Mixing up the new books a bit this week:

The Hollywood film musical by Barry Keith Grant

Wiley-Blackwell, 2012

A bit like the symphony in classical music, every so often the cry goes up from those who should know better that the film musical is dead. Clearly a load of piffle (and you’ll be pleased to hear that the symphony is very much alive as well), the Hollywood musical just keeps reinventing itself for new audiences. This fascinating book traces its extensive family-history back to the days of Vaudeville and Minstrel Shows, as well as shining a light on some of its more famous and unusual manifestations. And how good it is to see a chapter devoted to Brian de Palma’s fantastic rock musical, The Phantom of the Paradise, from 1974.

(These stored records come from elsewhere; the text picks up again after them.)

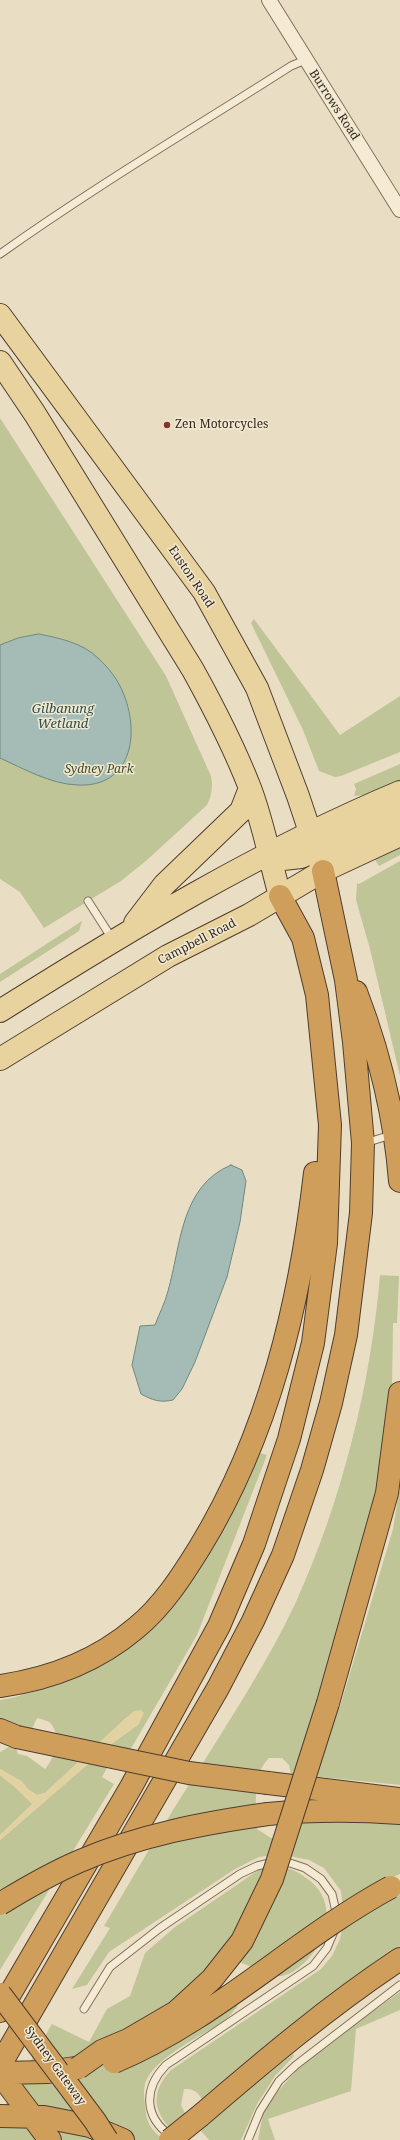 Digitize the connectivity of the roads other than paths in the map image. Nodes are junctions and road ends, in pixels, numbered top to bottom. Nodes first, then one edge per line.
1 (269, 0) edge
2 (305, 60) junction
3 (400, 210) edge
4 (0, 254) edge
5 (0, 316) edge
6 (0, 362) edge
7 (250, 788) junction
8 (400, 792) edge
9 (400, 814) edge
10 (400, 835) edge
11 (313, 841) junction
12 (268, 852) junction
13 (323, 872) junction
14 (280, 896) junction
15 (88, 901) dead end
16 (121, 935) junction
17 (339, 946) junction
18 (0, 1011) edge
19 (0, 1059) edge
20 (397, 1134) edge
21 (363, 1143) junction
22 (400, 1181) edge
23 (400, 1393) edge
24 (0, 1686) edge
25 (8, 1733) edge
26 (400, 1799) edge
27 (400, 1813) edge
28 (396, 1885) edge
29 (0, 1904) edge
30 (400, 1959) edge
31 (400, 1985) edge
32 (0, 1994) edge
33 (84, 2009) dead end
34 (0, 2011) edge
35 (0, 2065) edge
36 (78, 2068) junction
37 (0, 2073) edge
38 (0, 2116) edge
39 (50, 2140) edge
40 (107, 2140) edge
41 (123, 2140) edge
42 (170, 2140) edge
43 (176, 2140) edge
44 (248, 2140) edge

1 - 2 street, Burrows Road
2 - 3 street, Burrows Road
2 - 4 lane
5 - 11 main road, Euston Road
6 - 7 main road
7 - 12 main road
7 - 16 main road
8 - 11 main road
9 - 11 main road
10 - 13 main road, Campbell Road
11 - 12 main road
11 - 13 main road, Euston Road
12 - 14 main road
12 - 16 main road
13 - 14 main road, Campbell Road
13 - 17 highway
14 - 19 main road, Campbell Road
14 - 24 highway
14 - 34 highway
15 - 16 lane
16 - 18 main road
17 - 20 highway
17 - 21 highway
20 - 21 lane
20 - 22 highway
21 - 35 highway
23 - 36 highway, bridge
25 - 26 highway, bridge
27 - 29 highway, bridge
28 - 36 highway, bridge
30 - 42 highway, bridge
31 - 44 lane
32 - 40 highway, Sydney Gateway, bridge
33 - 43 lane
36 - 37 highway
37 - 39 highway
38 - 41 highway, bridge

Kiki de Montparnasse by Catel & Bocquet (translated from the Belgian edition by Nora Mahony)

SelfMadeHero, 2011

Alice Prin, known to the art world as Kiki of Montparnasse, was as much a part of the Parisian cultural scene during the inter-war years as any of its more well known denizens. Partner to Man Ray and muse to more artists than you can shake a paintbrush at, she lived a liberated and independent life throughout the middle years of the 20th century, and if anyone deserves a graphic telling of their life, it’s Kiki; and here it is!

The Dingoes’ lament by John Bois

Melbourne Books, 2012

The Dingoes came to prominence in Melboure in 1973 with their Top 40 single Way Out West, as well as early appearances at the Sunbury Music Festival. Enticed to America in the mid-seventies they achieved a level of fame that kept them touring and recording, although their chart success continued to be found in Australia rather than overseas. The band finally split up in the late seventies, and were inducted into the ARIA Hall of Fame in 2009. John Bois, bass player with the band, here takes us on a no-holds-barred road trip with a local band that had big dreams. Great fun!

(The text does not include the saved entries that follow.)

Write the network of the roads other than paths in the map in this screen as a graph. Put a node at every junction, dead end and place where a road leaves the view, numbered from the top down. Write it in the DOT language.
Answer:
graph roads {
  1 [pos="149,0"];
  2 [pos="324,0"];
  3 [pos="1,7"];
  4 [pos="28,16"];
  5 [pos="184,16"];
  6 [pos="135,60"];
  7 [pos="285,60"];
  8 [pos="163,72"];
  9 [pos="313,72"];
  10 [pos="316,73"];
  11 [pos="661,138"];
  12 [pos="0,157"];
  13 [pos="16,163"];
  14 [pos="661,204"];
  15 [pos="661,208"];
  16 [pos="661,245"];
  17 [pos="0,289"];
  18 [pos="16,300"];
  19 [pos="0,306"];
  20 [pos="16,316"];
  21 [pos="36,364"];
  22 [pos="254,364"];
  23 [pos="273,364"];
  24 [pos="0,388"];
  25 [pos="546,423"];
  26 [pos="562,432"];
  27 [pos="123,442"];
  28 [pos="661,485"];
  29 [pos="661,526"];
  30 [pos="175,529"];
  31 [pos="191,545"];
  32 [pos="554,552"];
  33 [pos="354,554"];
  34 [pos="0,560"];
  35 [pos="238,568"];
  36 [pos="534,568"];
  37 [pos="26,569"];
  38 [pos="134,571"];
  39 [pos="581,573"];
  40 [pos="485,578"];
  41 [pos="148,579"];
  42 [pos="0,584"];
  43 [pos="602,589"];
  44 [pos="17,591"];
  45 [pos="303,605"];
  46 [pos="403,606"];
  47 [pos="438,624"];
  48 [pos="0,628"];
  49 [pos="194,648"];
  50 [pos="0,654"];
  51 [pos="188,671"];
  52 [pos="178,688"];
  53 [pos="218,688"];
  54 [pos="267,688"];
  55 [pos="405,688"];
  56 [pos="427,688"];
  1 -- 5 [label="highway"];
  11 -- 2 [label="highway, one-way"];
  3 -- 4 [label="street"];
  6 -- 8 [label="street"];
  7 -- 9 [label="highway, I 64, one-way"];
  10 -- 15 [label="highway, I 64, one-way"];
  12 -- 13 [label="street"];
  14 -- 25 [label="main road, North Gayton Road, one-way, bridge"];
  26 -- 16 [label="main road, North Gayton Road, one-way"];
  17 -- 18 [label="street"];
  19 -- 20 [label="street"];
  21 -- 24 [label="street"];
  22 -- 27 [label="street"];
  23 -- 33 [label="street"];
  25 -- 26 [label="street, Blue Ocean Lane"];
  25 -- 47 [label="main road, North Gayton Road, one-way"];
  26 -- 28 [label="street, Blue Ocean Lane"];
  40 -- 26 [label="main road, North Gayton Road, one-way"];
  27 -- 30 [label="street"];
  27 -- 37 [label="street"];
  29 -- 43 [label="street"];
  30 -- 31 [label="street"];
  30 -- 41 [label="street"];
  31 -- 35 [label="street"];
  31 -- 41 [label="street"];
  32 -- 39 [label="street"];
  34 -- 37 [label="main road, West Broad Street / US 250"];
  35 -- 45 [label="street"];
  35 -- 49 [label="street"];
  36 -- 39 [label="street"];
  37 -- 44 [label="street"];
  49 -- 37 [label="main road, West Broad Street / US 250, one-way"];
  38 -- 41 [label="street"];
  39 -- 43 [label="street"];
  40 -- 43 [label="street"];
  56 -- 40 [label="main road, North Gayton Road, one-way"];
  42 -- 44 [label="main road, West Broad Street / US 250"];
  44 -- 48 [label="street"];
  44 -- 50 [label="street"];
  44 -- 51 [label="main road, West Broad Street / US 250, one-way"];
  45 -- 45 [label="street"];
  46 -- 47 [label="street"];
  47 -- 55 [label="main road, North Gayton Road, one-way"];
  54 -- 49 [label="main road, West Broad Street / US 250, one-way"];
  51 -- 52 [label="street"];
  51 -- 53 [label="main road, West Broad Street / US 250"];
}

Korean contemporary art by Miki Wick Kim

Prestel, 2012

It’s probably fair to say that the rise of Chinese contemporary art in recent years has successfully overshadowed other deserving art scenes elsewhere, so books such as this one serve as positive reminders that things are pretty vibrant the world over! Painting, photography, sculpture, installations and much more besides leap out of these pages showcasing some of Korea’s most interesting and adventurous visual artists. Some of the most striking works on display here are those which are informed by the long traditions of Korean art and culture whilst belonging utterly to the 21st century.

From our Picture Collection, a fantastic (and almost modernist) dingo nightmare!


Man in pit, surrounded by dingoes, 1877



This article has 2 comments

  1. Thanks for the kind words.

  2. My pleasure John, and many thanks for a terrific book!